**WORK TO COMPLETE:** Count up the lines in the listing below that hold "BEACH", and answer with the total alone.

*** Opening of RECORDS FOR THE EXERCISE ***

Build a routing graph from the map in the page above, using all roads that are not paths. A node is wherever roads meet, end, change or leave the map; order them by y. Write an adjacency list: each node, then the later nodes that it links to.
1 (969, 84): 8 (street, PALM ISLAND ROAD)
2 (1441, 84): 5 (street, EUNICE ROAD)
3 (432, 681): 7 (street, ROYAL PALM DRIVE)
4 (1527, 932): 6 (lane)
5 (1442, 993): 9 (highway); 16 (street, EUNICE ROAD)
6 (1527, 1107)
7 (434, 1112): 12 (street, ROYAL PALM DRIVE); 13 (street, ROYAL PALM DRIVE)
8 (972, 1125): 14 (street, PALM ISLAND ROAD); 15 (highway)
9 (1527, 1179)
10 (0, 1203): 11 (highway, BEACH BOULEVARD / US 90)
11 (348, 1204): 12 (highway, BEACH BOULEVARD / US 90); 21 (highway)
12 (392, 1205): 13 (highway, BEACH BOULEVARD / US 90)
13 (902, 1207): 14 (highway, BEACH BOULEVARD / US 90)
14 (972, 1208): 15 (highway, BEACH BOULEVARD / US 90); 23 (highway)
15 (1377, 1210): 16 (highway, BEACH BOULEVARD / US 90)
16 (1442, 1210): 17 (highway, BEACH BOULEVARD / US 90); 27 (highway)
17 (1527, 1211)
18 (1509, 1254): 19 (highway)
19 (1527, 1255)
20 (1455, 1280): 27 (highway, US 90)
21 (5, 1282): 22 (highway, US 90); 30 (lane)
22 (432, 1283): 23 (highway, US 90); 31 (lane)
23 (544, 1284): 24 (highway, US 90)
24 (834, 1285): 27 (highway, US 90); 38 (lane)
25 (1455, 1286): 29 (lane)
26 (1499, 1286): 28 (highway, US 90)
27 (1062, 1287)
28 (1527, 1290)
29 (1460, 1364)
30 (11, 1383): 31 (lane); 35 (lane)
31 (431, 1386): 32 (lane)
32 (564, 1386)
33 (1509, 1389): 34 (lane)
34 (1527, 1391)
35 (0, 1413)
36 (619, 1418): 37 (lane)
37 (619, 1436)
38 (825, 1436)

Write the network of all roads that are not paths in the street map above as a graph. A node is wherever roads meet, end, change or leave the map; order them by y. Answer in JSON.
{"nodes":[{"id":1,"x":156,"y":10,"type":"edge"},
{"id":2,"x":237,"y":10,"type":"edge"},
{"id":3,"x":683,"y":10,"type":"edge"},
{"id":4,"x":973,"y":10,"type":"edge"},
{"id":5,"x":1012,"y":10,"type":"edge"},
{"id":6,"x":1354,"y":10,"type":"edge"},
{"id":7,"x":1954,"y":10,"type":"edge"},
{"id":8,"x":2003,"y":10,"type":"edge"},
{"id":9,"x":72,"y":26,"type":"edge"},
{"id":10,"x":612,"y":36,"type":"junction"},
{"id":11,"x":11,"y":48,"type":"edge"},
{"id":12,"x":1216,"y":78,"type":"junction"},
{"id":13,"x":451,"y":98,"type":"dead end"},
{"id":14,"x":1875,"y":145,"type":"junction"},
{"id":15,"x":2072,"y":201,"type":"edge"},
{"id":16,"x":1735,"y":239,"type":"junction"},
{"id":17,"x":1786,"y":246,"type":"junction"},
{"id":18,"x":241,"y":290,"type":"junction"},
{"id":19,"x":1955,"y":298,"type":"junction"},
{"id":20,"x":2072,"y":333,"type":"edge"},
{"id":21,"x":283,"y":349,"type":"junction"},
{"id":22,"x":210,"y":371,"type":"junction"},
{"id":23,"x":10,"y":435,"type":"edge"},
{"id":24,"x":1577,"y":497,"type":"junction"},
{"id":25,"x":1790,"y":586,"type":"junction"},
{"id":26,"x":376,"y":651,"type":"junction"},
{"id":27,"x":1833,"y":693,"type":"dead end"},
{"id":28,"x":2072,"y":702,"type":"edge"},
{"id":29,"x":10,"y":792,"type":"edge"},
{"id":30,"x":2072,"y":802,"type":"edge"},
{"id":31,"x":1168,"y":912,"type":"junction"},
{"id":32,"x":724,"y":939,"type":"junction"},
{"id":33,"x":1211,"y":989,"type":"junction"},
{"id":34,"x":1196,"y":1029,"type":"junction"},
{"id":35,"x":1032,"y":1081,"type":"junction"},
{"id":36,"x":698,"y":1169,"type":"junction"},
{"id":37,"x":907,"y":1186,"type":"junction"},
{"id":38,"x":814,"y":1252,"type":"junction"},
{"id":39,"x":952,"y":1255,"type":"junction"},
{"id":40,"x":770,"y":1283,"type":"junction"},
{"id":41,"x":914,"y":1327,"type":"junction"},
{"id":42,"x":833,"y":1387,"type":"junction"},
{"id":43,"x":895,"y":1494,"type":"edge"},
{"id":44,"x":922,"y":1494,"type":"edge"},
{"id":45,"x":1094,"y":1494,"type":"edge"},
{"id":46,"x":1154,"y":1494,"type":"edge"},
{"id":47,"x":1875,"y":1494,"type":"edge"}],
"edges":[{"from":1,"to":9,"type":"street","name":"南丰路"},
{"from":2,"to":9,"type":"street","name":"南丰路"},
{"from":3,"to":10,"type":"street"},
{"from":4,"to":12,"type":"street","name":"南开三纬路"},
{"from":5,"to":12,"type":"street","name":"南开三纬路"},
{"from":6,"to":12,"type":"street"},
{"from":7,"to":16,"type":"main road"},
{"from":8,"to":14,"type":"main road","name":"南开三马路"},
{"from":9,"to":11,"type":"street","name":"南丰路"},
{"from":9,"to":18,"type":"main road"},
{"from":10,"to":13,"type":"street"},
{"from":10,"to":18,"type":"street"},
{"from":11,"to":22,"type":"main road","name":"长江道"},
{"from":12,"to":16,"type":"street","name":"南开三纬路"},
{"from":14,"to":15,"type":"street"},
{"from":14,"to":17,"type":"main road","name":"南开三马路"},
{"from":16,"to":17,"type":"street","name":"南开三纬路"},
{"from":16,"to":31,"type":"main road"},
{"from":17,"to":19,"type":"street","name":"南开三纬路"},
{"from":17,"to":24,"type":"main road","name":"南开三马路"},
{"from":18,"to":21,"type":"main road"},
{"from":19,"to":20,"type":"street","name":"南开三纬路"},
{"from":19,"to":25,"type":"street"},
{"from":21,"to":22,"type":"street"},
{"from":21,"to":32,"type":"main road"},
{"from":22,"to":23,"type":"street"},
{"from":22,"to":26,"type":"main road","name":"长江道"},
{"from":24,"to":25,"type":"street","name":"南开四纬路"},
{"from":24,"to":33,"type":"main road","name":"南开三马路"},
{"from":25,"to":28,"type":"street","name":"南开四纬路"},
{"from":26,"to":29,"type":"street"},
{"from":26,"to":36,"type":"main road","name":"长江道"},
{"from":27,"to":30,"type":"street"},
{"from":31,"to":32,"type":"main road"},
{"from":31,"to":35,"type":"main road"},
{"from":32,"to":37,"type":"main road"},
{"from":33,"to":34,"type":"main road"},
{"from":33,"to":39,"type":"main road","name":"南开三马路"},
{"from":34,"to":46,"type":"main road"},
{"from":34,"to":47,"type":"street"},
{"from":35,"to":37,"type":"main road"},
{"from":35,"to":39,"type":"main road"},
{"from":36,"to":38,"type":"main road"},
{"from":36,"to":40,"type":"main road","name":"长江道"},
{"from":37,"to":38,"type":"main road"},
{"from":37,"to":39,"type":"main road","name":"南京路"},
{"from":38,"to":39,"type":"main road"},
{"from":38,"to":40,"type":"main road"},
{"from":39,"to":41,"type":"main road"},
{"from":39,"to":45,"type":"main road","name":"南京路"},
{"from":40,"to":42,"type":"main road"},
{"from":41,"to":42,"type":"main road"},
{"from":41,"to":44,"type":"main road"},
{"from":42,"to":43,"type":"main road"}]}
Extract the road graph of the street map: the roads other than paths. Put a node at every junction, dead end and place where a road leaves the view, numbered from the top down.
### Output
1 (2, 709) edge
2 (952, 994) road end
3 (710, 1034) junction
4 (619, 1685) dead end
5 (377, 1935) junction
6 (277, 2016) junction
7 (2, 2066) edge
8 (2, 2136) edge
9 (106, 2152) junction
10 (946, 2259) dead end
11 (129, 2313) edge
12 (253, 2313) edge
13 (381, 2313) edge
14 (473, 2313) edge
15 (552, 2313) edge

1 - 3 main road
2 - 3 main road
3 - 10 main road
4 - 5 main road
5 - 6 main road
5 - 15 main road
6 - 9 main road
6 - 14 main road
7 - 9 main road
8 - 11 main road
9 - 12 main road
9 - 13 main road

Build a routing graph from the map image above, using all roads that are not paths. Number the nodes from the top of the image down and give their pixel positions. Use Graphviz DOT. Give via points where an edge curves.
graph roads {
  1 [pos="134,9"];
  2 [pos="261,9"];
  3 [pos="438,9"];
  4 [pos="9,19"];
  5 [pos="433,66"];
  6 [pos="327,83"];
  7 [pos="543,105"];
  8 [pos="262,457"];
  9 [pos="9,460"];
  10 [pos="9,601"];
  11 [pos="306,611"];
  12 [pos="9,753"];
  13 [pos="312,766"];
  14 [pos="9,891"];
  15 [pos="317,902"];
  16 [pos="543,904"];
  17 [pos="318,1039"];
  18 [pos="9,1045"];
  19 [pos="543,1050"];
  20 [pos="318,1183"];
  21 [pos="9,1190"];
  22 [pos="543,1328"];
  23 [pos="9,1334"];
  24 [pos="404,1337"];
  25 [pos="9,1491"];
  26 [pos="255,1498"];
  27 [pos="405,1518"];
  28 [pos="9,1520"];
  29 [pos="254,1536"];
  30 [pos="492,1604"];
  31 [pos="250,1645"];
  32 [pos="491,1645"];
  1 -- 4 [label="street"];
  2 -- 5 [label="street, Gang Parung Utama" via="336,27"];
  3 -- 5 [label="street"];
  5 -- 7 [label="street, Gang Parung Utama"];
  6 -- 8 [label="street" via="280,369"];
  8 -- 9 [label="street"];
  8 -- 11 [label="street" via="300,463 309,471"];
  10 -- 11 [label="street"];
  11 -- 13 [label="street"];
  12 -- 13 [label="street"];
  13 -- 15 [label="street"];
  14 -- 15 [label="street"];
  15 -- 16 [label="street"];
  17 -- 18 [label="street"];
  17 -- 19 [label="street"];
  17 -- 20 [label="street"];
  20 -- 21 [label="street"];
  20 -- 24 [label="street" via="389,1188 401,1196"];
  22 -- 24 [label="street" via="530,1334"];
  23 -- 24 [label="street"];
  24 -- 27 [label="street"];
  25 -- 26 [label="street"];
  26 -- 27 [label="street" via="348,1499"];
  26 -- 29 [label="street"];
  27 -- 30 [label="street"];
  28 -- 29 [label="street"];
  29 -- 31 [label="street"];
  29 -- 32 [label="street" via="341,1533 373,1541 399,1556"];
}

*** Close of RECORDS FOR THE EXERCISE ***

**THE ANSWER:** 7